TASK OBJECTIVE: Give only the number of lines in the records below that contain the word "Instruction".

RECORD EXCERPTS:
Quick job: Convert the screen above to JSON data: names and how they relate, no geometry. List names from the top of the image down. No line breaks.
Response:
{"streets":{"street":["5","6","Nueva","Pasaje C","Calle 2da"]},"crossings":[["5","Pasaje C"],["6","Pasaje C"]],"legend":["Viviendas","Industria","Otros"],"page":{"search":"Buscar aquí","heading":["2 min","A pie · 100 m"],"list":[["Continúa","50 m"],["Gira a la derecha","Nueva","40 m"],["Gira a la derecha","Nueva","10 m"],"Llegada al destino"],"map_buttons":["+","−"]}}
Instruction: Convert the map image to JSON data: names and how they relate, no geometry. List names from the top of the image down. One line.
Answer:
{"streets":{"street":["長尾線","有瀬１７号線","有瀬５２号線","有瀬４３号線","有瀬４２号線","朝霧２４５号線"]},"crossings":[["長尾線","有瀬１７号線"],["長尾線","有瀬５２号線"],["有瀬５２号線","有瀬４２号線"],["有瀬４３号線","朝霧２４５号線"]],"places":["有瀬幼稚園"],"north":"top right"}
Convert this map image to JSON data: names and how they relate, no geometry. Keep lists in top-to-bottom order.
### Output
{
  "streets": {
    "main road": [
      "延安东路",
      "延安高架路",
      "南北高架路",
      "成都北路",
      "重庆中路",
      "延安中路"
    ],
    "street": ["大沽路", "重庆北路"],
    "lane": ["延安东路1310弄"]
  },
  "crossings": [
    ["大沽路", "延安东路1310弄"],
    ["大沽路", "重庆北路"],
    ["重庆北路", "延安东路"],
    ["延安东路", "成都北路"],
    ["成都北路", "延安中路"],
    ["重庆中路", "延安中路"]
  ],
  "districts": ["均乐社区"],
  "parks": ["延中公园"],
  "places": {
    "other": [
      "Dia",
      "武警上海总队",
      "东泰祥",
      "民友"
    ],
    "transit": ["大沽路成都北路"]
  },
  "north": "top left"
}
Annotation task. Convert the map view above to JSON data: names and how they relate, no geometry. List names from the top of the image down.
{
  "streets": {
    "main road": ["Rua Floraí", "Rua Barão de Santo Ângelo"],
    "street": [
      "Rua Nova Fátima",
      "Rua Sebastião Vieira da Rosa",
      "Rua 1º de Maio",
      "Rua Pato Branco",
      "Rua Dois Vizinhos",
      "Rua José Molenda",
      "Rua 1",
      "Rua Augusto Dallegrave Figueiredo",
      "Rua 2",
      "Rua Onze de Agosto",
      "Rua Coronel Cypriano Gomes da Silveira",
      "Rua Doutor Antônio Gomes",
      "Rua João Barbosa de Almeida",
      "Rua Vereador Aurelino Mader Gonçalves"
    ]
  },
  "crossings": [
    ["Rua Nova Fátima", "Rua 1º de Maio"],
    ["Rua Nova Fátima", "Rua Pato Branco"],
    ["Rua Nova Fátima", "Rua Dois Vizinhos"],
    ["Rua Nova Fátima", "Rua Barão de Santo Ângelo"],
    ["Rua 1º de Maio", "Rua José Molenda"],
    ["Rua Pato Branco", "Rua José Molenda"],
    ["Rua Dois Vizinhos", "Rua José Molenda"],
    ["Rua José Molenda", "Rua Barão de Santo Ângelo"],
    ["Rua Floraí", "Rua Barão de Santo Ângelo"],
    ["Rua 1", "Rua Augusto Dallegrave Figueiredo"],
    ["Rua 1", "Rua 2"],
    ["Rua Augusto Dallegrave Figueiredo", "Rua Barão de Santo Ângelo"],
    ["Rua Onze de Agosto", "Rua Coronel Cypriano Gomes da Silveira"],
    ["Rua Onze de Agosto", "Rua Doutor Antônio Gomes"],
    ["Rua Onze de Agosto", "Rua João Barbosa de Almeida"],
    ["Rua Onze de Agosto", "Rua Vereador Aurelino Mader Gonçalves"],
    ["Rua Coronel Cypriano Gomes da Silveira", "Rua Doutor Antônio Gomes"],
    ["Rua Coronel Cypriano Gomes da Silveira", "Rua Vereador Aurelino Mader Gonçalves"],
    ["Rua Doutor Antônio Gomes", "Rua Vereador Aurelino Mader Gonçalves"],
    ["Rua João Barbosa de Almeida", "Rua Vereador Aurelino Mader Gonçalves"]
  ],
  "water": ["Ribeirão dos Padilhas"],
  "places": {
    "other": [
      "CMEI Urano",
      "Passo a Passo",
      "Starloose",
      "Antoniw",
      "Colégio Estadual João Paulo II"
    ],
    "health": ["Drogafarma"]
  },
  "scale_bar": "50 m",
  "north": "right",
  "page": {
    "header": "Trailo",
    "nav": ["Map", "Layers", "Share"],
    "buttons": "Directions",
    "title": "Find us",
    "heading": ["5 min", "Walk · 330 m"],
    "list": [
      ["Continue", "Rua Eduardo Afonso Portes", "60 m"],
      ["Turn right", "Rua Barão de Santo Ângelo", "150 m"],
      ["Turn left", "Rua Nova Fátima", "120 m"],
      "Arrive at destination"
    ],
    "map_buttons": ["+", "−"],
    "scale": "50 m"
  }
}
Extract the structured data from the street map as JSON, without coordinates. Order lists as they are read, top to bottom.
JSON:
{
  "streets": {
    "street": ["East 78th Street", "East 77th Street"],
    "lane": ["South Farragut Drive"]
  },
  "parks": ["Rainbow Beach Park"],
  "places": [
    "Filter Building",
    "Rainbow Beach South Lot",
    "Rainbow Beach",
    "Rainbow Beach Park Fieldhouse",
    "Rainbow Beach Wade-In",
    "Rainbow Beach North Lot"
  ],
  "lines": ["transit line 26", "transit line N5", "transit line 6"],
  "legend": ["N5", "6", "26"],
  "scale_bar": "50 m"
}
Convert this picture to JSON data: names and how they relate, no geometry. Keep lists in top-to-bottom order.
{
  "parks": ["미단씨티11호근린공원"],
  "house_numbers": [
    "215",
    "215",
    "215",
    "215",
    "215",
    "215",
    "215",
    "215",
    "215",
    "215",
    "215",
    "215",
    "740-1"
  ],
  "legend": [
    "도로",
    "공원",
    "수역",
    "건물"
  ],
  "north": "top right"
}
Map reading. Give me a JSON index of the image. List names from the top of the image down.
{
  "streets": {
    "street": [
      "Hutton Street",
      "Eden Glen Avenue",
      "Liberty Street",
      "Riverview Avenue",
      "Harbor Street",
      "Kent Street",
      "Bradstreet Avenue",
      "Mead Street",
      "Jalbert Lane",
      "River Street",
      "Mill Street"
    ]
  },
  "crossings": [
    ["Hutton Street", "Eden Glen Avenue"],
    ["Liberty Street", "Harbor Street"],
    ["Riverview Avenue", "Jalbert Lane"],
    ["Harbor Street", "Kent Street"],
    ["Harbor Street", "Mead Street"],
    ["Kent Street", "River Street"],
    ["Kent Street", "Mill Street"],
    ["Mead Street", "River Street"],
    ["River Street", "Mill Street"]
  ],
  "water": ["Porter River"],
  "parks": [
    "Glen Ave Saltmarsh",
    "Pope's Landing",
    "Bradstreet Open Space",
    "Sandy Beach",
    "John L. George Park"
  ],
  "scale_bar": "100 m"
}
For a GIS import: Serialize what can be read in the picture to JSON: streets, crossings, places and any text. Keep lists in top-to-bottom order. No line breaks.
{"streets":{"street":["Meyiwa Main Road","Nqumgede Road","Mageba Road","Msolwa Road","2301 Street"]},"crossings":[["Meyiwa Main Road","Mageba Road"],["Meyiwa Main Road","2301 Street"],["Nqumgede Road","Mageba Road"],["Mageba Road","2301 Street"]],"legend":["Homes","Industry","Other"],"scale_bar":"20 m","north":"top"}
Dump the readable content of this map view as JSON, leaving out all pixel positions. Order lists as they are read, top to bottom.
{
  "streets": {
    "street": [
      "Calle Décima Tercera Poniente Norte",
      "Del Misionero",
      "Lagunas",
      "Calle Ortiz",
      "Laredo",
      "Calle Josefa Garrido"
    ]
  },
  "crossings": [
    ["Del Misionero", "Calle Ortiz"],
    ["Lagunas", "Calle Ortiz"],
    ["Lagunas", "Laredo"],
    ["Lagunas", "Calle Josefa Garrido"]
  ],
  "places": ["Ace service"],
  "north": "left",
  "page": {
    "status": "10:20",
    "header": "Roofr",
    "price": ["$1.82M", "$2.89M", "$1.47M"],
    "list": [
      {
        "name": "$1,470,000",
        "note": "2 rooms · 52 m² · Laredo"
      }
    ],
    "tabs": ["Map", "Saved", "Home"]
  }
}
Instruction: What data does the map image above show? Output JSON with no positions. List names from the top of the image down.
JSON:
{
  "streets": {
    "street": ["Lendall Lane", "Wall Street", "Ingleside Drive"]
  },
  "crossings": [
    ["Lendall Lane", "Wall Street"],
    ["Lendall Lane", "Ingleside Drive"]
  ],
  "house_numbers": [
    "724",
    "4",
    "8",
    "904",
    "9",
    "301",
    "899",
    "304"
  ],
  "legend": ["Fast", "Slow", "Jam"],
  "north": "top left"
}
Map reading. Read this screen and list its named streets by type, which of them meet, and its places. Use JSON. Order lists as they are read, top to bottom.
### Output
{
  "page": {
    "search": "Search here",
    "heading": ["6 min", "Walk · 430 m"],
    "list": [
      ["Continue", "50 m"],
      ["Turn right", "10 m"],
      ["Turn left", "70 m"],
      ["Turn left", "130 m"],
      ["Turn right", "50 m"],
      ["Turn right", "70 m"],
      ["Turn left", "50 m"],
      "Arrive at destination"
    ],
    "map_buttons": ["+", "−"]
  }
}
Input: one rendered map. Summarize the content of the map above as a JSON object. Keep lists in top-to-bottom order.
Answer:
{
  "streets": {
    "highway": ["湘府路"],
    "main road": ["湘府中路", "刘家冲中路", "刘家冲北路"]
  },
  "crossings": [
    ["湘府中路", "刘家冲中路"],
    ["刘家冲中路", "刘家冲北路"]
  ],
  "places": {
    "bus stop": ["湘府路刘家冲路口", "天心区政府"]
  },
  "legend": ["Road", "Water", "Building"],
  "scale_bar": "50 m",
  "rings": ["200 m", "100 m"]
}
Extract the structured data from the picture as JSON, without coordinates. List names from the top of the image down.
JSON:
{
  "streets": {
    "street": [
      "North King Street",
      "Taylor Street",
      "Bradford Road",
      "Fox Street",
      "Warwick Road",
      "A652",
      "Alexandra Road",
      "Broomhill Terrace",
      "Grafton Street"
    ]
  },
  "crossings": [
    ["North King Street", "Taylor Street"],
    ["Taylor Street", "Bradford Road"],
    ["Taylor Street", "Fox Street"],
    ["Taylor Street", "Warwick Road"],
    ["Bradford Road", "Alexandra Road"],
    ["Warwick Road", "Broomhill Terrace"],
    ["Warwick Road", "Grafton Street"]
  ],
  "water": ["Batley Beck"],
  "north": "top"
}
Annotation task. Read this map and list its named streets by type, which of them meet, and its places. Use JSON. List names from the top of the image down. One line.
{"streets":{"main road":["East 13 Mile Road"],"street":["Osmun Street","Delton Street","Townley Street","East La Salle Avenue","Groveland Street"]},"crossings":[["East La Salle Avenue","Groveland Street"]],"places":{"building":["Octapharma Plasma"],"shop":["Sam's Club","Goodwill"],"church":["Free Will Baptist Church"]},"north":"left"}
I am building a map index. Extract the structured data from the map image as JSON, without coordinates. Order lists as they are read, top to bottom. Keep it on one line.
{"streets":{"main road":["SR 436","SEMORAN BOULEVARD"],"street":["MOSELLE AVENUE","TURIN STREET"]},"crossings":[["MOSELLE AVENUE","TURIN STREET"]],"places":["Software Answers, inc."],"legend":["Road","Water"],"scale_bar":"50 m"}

RESPONSE BOX: 2